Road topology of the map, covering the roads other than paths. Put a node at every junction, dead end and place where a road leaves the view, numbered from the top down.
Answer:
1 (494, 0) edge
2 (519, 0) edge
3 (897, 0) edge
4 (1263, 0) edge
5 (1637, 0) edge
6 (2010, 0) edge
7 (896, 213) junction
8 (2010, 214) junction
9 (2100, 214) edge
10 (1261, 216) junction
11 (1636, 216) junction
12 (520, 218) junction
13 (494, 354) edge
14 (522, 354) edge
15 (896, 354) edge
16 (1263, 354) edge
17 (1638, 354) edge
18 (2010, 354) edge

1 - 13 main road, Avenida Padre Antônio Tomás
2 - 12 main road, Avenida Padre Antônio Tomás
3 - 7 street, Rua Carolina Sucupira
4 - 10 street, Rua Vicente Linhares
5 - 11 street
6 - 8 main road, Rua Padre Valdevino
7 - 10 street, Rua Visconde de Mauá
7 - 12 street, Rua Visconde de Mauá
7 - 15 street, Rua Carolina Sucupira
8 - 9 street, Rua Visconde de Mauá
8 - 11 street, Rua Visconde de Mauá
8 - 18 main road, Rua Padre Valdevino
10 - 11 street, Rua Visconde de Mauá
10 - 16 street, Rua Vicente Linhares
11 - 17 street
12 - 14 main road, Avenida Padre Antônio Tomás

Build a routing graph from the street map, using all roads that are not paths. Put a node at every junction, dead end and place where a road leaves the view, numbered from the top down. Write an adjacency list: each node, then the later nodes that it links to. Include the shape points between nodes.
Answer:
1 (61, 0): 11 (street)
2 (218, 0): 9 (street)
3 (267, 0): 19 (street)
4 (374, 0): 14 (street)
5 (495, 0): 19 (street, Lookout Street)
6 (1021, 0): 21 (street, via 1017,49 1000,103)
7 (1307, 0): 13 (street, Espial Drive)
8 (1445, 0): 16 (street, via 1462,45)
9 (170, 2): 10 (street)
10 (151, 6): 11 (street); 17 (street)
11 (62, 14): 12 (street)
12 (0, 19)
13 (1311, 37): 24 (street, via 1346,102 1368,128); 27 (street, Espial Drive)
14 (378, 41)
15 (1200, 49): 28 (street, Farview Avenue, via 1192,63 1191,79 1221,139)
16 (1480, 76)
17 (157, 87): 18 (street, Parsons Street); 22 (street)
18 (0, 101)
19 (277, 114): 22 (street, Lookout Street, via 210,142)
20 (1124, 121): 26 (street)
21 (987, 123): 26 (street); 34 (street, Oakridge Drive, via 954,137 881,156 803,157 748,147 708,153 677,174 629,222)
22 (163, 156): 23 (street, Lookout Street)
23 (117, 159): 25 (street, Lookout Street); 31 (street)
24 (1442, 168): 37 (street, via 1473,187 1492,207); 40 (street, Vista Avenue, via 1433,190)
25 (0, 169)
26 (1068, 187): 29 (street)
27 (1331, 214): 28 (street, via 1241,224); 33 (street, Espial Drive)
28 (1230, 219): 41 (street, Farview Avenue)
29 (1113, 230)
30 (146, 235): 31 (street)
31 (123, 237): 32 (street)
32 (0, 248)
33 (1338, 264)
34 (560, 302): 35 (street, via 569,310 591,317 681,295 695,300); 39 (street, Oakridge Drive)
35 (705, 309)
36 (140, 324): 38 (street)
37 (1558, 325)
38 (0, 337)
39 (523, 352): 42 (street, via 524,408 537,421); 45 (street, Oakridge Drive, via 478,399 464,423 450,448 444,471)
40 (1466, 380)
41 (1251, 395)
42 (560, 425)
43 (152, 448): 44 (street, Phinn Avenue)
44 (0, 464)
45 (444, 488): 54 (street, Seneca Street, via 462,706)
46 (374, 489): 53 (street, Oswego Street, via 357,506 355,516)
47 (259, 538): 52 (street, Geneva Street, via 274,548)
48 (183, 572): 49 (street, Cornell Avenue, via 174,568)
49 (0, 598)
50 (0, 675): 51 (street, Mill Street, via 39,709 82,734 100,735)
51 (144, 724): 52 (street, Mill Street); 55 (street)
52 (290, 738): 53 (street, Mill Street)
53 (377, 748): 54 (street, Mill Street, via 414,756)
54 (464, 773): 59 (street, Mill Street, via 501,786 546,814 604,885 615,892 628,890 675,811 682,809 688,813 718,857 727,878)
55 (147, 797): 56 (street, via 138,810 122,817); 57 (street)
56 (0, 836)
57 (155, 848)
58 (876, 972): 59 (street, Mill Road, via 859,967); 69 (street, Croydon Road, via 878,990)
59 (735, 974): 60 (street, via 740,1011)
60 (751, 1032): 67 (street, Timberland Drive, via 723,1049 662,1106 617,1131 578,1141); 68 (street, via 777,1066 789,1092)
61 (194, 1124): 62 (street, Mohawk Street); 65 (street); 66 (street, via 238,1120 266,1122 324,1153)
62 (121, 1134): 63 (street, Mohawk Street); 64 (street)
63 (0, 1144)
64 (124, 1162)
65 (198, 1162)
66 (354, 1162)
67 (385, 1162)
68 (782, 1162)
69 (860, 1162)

○ ○ ○ ○ ○

Wherever a line in the data above contains the word "place", copy that line.

→ Exercise output:
Road topology of the map, covering the roads other than paths. Put a node at every junction, dead end and place where a road leaves the view, numbered from the top down.
Build a routing graph from the street map, using all roads that are not paths. Put a node at every junction, dead end and place where a road leaves the view, numbered from the top down. Write an adjacency list: each node, then the later nodes that it links to. Include the shape points between nodes.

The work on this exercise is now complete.